By default when using the open() function, when we pass a file to the open  () Python looks in the directory where the file that’s currently being executed (that is, your .py program file) is stored. In case the file is stored in a different directory, we need to provide a file path, which tells Python to look in a specific location on your system.

Let us create a file Names.txt in F:/Python_Code/examples/Data. Because Names.txt is inside Python_Code, we could use a relative file path to open a file from Data. A relative file path tells Python to look for a given location relative to the directory where the currently running program file
is stored. See the code below:

with open('Data/Names.txt') as file_object:
   
    file_content = file_object.read()
   
    print(file_content.rstrip())

The line with open('Data/Names.txt') as file_object: tells Python to look for the desired .txt file in the folder Data and assumes that Data is located inside examples folder which is inside Python_Code folder.

We can also tell Python exactly where the file is on your computer regardless of where the program that’s being executed is stored. This is called an absolute file path. You use an absolute path if a relative path doesn’t work. For instance I have a folder Text_files in  F:/Text_files. In the folder I have a file positions.txt. In order to access positions.txt I have to provide the absolute file path, which in this case is F:/Text_files/positions.txt.

To print the content of positions.txt the code is shown below:

with open('F:/Text_files/positions.txt') as file_object:
   
    file_content = file_object.read()
   
    print(file_content.rstrip())


The output of the program is shown below:

03

In case if Absolute paths are longer than relative paths,  it’s helpful to store them in a variable and then pass that variable to open().

For example my_path = 'F:/Text_files/positions.txt' and then use this in the open() as follows:

with open('my_path') as file_object:

The revised program is as shown below:

my_path = 'F:/Text_files/positions.txt'

with open(my_path) as file_object:
   
    file_content = file_object.read()
   
    print(file_content.rstrip())


2. Reading line by line from a file 

We can use a for loop on the file object to examine each line from a file one at a time. Thus to read each line from our file euler .txt we can use the following program:

my_path = 'euler.txt'

with open(my_path) as file_object:
   
    for line in file_object:
       
        print(line) 

   
After we call open(), an object representing the file and its contents is stored in the variable file_object. To examine the file’s contents, we work through each line in the file by looping over the file object. The output is shown below:

04

Note the blank lines appear because an invisible newline character is at the end of each line in the text file. The print statement adds its own newline each time we call it, so we end up with two newline characters at the end of each line: one from the file and one from the print statement. Using rstrip() on each line in the print statement eliminates these extra blank lines. The revised program and it's output is shown below:

my_path = 'euler.txt'

with open(my_path) as file_object:
   
    for line in file_object:
       
        print(line.rstrip())


05

A point to be noted is that when we use with, the file object returned by open() is only available inside the with block that contains it. So if we want to retain access to a file’s contents outside the with block, we can store the file’s lines in a list inside the block and then work with that list.  In this way we can process parts of the file immediately and postpone some processing for later in the program.

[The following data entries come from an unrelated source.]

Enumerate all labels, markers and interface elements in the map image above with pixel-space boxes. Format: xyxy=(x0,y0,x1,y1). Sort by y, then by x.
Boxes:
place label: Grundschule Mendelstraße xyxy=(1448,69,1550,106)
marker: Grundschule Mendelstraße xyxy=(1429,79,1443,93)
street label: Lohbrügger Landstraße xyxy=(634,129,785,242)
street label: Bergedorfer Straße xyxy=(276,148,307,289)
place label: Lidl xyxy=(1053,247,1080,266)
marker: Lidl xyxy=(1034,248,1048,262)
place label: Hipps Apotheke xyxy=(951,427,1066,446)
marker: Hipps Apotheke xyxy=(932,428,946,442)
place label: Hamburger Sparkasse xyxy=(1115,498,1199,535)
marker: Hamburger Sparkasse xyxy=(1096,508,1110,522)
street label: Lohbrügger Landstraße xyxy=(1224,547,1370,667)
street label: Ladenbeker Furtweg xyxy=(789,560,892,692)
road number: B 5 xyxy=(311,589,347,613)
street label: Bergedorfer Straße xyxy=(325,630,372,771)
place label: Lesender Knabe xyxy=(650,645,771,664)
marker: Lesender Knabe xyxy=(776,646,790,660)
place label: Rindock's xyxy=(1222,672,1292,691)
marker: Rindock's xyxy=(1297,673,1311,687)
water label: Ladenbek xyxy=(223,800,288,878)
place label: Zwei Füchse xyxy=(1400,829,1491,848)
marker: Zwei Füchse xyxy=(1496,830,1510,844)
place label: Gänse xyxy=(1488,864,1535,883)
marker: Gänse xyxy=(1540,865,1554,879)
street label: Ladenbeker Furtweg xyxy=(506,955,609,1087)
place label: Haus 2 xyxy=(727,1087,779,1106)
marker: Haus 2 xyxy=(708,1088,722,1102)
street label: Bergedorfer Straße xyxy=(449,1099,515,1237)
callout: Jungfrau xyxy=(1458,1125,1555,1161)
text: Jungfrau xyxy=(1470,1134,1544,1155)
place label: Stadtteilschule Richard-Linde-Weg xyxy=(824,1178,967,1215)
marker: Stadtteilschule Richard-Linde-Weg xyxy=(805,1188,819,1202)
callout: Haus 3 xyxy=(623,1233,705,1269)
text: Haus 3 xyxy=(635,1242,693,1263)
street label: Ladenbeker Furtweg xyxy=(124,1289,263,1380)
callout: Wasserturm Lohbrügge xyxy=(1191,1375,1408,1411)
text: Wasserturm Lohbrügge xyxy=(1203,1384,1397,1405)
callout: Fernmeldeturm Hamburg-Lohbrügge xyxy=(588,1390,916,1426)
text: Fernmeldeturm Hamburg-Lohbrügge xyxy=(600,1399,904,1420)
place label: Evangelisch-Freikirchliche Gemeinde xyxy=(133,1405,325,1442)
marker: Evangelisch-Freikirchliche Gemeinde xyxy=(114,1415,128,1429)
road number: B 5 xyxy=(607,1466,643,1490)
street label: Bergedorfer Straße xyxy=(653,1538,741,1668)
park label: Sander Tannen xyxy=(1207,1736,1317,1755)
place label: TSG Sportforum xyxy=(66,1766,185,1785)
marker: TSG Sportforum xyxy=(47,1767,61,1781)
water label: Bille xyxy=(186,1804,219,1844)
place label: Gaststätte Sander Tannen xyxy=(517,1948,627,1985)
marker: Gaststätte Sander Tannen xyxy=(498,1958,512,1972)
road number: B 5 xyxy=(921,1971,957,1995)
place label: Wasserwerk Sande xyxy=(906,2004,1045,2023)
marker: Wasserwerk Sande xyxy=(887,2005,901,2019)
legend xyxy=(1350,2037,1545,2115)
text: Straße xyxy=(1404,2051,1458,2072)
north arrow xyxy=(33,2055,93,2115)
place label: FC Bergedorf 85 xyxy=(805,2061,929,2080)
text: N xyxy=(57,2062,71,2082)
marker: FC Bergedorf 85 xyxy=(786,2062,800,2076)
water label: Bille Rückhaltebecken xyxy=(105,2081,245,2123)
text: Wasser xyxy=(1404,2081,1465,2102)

The revised program and it's output using above mentioned approach is shown below:
my_path = 'euler.txt'

with open(my_path) as file_object:
   
    lines = file_object.readlines()
   
for line in lines:
       
    print(line.rstrip())

06

In case you want to print the value of euler's number in one line, here is the code:
my_path = 'euler.txt'

with open(my_path) as file_object:
   
    lines = file_object.readlines()
   
myline = ''

for line in lines:
   
    myline+=line.rstrip()
       
print(myline)

The output is shown below:

07
The output contains the whitespace that was on the left side of the digits in each line, but we can get rid of that by using strip() instead of rstrip():

my_path = 'euler.txt'

with open(my_path) as file_object:
   
    lines = file_object.readlines()
   
myline = ''

for line in lines:
   
    myline+=line.strip()
       
print(myline)
   
The output without whitespaces is shown below:

08

We can also check the presence of data in a file. For example in the file Names.txt if I want to check whether Tom is present I can do in the following way:
my_path = 'Data/Names.txt'

with open(my_path) as file_object:
   
    lines = file_object.readlines()
   
myline = ''

for line in lines:
   
    myline += line
       
myname = input("Enter your name to check it's existence in the file\n")

if myname in myline:
   
    print("\nThe name :" + myname + " is present in the file")
   
else:
   
    print("\nThe name :" + myname + " is not present in the file")   
   
The output of the program is shown below:

09

Writing to a file 

After learning how to read from a file, it's time to learn how to write to a file in order to save data. When we write text to a file, the output will still be available after we close the terminal containing our program’s output. We can examine output after a program finishes running, and can share the output files with others as well. It is also possible to write programs that read the text back into memory and work with it again later.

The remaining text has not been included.